* _Material shown_:
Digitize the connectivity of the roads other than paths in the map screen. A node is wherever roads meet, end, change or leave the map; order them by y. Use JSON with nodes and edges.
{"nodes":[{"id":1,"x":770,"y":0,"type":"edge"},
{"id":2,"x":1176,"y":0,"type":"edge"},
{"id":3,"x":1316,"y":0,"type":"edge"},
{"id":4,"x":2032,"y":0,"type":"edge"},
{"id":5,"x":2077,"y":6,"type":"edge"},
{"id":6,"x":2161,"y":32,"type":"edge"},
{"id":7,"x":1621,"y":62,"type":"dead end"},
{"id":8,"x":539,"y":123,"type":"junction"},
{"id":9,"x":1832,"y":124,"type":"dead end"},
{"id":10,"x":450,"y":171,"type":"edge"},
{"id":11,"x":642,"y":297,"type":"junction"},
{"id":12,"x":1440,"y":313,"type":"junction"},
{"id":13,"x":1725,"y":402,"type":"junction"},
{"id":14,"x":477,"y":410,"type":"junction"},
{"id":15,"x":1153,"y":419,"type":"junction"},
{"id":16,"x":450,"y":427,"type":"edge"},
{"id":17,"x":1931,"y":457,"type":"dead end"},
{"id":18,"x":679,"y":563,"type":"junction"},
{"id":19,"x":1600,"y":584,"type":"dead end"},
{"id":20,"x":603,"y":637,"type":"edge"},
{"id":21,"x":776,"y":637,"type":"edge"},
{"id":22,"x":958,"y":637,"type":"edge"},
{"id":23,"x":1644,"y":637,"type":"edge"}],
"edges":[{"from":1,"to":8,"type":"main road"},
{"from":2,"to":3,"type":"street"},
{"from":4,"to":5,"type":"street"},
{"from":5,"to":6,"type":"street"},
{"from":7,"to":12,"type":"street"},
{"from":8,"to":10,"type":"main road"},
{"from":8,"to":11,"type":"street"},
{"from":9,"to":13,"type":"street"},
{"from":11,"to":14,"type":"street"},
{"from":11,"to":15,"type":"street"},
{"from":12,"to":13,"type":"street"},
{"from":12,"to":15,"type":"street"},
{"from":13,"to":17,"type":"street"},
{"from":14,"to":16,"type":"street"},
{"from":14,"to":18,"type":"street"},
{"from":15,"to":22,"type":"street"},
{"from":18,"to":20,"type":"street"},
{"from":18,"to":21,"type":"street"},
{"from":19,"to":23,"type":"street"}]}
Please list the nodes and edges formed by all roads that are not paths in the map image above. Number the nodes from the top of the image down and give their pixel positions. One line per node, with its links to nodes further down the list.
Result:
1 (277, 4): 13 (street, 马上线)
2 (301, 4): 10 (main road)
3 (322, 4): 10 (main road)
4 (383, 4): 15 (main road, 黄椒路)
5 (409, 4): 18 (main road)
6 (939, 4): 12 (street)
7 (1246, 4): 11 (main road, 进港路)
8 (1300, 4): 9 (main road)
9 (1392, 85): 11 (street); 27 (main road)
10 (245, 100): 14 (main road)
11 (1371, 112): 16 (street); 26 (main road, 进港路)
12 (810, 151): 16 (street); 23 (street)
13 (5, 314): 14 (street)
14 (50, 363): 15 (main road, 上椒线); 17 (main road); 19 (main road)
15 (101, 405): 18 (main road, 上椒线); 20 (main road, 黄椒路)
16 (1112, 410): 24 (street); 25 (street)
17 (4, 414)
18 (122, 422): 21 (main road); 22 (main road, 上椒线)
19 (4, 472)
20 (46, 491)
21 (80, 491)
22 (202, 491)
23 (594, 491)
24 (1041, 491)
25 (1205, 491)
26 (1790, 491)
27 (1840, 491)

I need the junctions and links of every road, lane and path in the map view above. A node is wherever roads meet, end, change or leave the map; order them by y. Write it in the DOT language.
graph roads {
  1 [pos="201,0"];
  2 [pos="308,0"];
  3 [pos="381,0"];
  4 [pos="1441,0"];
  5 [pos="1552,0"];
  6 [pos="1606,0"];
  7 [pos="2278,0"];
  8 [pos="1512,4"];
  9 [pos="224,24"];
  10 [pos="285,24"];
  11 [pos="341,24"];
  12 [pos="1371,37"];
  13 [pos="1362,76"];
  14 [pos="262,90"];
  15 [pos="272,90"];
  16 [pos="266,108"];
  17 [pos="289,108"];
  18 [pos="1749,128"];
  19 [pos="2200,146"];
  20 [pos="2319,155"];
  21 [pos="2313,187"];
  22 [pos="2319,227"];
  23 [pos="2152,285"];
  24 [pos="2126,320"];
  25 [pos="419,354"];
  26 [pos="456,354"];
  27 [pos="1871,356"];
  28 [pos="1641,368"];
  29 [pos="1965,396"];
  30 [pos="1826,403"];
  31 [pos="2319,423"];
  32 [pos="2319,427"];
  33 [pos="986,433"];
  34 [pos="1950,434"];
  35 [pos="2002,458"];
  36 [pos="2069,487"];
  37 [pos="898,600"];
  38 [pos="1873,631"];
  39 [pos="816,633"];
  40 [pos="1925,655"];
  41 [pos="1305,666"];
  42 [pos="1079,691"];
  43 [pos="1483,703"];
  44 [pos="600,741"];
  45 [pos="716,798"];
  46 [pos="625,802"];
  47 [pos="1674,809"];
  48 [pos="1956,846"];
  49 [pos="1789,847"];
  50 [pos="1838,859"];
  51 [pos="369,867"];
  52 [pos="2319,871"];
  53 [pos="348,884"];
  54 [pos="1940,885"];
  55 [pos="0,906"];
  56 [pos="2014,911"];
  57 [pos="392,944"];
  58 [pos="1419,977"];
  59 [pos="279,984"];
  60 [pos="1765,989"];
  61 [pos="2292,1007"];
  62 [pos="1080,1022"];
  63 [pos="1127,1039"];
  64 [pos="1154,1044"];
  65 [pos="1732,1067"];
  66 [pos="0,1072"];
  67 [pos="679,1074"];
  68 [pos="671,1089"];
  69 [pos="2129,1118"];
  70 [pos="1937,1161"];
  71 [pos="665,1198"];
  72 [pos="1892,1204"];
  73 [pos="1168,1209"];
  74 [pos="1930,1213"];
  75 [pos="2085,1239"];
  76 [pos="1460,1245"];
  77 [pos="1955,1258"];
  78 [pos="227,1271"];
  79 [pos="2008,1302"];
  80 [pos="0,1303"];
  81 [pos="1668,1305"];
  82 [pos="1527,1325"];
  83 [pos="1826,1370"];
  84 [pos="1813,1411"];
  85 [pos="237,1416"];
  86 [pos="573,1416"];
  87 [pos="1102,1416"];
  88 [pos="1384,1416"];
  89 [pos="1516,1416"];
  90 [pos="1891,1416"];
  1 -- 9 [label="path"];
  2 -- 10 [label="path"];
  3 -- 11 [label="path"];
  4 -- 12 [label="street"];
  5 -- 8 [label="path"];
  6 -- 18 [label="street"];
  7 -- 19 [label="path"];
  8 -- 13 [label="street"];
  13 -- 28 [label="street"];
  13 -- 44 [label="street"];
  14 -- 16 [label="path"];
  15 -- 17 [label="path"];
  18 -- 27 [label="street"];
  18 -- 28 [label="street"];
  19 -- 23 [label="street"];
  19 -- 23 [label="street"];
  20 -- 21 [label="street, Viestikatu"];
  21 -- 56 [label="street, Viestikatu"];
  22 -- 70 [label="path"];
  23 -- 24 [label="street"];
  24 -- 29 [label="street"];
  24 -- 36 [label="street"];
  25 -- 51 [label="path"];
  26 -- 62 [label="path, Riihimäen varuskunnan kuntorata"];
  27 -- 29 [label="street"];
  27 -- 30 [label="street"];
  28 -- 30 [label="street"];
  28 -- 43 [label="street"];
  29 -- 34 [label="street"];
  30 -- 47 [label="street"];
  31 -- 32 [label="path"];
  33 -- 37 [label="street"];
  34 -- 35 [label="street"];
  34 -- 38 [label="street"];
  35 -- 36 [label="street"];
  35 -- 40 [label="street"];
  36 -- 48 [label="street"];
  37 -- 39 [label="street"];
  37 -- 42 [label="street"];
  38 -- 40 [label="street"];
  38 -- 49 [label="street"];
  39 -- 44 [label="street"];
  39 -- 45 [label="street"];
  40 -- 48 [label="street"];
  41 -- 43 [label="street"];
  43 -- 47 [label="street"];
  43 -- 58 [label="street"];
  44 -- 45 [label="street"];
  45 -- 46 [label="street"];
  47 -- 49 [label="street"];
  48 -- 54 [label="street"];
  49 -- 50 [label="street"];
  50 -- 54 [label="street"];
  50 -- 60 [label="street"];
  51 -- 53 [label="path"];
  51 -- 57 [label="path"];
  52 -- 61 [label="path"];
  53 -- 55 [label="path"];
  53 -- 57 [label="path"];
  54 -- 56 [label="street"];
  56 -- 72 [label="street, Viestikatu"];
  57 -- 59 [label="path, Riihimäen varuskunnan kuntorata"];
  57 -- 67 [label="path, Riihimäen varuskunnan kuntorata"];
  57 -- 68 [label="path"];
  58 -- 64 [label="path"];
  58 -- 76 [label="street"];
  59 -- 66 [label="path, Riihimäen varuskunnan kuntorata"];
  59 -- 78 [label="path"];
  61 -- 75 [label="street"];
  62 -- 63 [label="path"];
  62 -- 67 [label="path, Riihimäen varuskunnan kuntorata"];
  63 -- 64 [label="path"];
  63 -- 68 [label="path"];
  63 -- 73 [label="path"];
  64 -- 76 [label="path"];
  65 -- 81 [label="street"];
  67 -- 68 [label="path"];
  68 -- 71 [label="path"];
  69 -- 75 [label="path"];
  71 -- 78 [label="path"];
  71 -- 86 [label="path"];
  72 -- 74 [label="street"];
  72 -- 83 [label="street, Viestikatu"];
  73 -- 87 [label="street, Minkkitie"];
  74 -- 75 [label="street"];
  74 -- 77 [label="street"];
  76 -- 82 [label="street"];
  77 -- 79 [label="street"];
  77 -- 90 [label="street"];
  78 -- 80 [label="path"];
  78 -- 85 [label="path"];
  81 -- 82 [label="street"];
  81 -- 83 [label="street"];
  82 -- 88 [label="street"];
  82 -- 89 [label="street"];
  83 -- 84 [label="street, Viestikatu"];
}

* _Your objective_: Copy every line above in which the string "change" shows up.

* _Expected answer_:
Digitize the connectivity of the roads other than paths in the map screen. A node is wherever roads meet, end, change or leave the map; order them by y. Use JSON with nodes and edges.
I need the junctions and links of every road, lane and path in the map view above. A node is wherever roads meet, end, change or leave the map; order them by y. Write it in the DOT language.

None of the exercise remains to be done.